While acknowledging that overconsumption can be a concern regardless of whether tokens are involved or not, Ermatinger said requiring tokens can lead to patrons guzzling beer they don’t like instead of just dumping it out. For example, the Great American Beer Festival, held annually in Denver, offers unlimited pours and provides discard buckets at each station.
“A $1 little token is not going to sway people to drink less,” he said. “If anything people will drink less because they won’t feel pressure to drink every ounce they paid for.”
The bill that would change the token system is tie-barred to a multi-bill package of legislation that would affect Michigan brewers, including by raising the cap for self-distribution from 1,000 barrels to 2,000 barrels, changing tax payments from monthly to quarterly, and removing a requirement to register beer that a producer sells at its own taproom or at a beer festival.
The latter change would remove “a huge burden for a lot of our members,” Ringler said, noting it would particularly benefit licensed brewpubs which are not able to distribute beer anyway.
“There’s no reason to have to register that beer when the product doesn’t leave your four walls,” he said.
The Michigan Brewers Guild and the Michigan Beer and Wine Wholesalers Association testified in support of the bill package, which is also backed by the Mackinac Center for Public Policy.
Multinational brewing conglomerate Anheuser-Busch and The Wine Institute, an advocacy group for California’s wineries, indicated opposition to several of the bills that deal with business relationships between beer and wine producers and wholesalers.

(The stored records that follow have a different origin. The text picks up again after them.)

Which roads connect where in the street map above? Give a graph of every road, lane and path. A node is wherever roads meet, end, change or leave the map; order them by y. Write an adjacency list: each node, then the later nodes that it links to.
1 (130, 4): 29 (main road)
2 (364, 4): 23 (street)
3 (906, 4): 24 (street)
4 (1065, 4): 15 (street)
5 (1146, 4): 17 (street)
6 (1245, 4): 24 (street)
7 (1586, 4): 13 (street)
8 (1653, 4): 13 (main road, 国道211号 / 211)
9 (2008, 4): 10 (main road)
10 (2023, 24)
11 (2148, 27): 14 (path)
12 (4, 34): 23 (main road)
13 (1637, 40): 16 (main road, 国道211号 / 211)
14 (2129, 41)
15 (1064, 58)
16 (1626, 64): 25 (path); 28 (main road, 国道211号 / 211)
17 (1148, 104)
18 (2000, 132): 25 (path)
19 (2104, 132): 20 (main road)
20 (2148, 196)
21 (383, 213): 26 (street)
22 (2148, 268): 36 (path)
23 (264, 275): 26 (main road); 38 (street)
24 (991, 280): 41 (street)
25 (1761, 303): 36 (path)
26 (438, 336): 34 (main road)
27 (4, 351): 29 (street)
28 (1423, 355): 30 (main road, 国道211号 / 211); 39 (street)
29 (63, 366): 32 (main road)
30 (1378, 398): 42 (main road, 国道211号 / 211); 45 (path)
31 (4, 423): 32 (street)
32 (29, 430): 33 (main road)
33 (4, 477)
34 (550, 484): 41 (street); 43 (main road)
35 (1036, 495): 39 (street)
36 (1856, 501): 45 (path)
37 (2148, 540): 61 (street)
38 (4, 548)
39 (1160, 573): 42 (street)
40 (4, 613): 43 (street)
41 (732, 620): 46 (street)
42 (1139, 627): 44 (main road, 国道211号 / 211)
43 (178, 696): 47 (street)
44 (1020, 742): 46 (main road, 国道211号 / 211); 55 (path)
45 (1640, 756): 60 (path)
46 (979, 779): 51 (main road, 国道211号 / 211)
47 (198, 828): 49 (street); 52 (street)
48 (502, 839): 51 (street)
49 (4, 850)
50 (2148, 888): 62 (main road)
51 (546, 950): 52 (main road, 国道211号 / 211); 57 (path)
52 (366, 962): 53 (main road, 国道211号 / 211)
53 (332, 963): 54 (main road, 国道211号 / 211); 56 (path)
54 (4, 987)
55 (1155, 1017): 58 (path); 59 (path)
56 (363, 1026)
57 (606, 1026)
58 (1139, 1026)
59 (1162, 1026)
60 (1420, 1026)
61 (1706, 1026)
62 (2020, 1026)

The bill package has passed the House and will now be considered by the state Senate.
NEW LICENSE CATEGORY
Meanwhile, a separate bill passed unanimously by the state Senate in January would create a new class of license for limited production manufacturers. The bill would allow a limited production manufacturer to buy finished beer from another Michigan or out-of-state producer, complete some part of the manufacturing process, and then sell the product via a distributor or ship it out of state.
State Sen. Jon Bumstead, R-Newaygo, introduced Senate Bill 711 after a La Colombe Torrefaction Inc. plant in Norton Shores received a short-term exemption to transfer finished beer from Wisconsin-based City Brewing Co. to use in producing an alcoholic coffee product. The company then sells the product to conglomerate MillerCoors, which handles marketing the beverage and selling it to distributors outside of Michigan.
“With the pending change in state law, La Colombe is already looking at ways to expand their operations in West Michigan over locations in other states,” Bumstead said in a statement at the end of January. “We need to keep Michigan moving forward and create an environment for businesses to call home. This legislation gets government out of the way and will benefit companies across the state.”
The bill currently is before the state House Committee on Regulatory Reform. La Colombe’s exemption from the Michigan Liquor Control Commission to transfer in finished beer runs through April.
EDITOR’S NOTE: This story has been updated from its original version.